DATA EXTRACT: Begin

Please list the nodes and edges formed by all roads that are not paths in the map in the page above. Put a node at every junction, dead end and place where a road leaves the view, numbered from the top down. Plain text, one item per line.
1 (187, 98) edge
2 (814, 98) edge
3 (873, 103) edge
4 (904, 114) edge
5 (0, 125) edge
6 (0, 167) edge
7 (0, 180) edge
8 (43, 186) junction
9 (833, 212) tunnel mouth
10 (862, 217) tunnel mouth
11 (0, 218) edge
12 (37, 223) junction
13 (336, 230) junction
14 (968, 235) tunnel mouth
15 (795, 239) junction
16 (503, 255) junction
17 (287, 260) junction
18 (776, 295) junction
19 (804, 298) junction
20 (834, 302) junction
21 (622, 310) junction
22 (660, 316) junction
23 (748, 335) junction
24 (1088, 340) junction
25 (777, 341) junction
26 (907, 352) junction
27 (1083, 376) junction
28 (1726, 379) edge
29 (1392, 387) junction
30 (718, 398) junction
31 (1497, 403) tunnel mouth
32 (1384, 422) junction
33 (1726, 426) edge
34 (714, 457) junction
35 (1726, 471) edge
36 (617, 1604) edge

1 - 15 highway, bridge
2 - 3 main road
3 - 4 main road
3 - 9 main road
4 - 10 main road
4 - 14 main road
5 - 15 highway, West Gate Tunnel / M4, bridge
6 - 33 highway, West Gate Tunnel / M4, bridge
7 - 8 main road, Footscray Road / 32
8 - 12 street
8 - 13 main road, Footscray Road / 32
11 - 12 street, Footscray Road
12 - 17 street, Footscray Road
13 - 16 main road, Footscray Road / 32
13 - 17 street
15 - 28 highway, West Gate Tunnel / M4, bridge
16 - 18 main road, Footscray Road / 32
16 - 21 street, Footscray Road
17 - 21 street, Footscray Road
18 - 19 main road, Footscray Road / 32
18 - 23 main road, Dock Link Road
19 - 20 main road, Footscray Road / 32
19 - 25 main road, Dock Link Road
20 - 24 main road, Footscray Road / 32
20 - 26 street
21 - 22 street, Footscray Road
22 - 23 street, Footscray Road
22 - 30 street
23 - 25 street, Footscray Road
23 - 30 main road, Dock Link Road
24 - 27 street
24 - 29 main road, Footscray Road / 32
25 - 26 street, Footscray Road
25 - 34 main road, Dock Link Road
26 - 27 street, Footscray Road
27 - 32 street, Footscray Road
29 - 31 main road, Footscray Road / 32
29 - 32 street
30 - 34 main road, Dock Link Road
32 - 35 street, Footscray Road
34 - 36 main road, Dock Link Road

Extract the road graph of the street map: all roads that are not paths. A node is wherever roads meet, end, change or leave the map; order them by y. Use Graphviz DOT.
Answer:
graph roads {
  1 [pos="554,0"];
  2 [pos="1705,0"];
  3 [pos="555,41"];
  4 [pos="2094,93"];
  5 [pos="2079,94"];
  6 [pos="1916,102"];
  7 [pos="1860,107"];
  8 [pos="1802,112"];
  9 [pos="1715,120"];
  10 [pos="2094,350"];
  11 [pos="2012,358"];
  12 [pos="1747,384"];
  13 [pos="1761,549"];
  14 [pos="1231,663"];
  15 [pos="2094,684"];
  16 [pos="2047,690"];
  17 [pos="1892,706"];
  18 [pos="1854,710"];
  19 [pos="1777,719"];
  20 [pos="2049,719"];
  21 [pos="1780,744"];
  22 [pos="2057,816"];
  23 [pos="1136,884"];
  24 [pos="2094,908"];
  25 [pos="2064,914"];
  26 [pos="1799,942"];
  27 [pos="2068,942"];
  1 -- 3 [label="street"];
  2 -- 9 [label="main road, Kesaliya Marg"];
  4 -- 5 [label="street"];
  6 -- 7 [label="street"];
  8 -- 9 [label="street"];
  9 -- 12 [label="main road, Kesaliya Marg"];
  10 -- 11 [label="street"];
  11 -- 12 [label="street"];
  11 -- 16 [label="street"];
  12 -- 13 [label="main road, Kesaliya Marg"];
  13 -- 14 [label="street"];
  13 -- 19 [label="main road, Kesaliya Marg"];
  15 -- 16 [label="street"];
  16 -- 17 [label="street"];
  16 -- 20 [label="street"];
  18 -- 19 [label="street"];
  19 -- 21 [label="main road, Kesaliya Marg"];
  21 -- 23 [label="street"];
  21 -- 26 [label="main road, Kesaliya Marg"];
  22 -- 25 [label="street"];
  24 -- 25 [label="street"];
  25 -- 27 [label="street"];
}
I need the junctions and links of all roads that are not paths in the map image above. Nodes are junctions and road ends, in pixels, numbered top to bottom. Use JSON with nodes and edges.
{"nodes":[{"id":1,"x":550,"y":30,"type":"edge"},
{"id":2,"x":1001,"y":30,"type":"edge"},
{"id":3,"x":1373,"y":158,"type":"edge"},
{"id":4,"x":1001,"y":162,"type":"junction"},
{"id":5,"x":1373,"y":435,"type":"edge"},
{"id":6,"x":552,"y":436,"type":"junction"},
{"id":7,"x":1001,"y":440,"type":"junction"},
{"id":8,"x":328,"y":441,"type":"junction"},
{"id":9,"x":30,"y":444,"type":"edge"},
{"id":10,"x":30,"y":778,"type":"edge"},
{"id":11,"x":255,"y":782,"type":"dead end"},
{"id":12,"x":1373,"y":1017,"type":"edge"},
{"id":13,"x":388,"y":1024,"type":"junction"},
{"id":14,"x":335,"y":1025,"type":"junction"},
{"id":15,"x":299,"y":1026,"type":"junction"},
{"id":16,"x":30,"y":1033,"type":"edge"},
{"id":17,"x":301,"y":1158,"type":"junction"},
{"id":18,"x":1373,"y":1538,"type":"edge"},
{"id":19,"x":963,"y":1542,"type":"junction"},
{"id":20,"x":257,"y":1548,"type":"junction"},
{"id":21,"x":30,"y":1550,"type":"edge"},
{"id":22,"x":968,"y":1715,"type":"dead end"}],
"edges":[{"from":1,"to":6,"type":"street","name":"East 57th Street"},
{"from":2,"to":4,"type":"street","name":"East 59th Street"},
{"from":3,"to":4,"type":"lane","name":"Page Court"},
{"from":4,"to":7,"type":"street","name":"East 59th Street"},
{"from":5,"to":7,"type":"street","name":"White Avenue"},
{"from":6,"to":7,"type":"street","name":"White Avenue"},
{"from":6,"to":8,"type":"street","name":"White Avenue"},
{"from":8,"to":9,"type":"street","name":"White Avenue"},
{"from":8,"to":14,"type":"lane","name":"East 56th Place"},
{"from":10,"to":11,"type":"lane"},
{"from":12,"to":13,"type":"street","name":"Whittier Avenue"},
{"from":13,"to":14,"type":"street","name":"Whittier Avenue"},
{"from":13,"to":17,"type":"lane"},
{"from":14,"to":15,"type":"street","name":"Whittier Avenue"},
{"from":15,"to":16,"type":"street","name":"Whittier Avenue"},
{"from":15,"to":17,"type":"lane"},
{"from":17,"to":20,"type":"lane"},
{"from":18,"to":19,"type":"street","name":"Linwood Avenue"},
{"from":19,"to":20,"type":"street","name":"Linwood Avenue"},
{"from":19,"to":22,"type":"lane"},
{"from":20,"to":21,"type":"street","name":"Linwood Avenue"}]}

DATA EXTRACT: End

WHAT NEEDS TO BE DONE>
What lines above hold the word "mouth"? List them all.

PROBLEM SOLUTION>
9 (833, 212) tunnel mouth
10 (862, 217) tunnel mouth
14 (968, 235) tunnel mouth
31 (1497, 403) tunnel mouth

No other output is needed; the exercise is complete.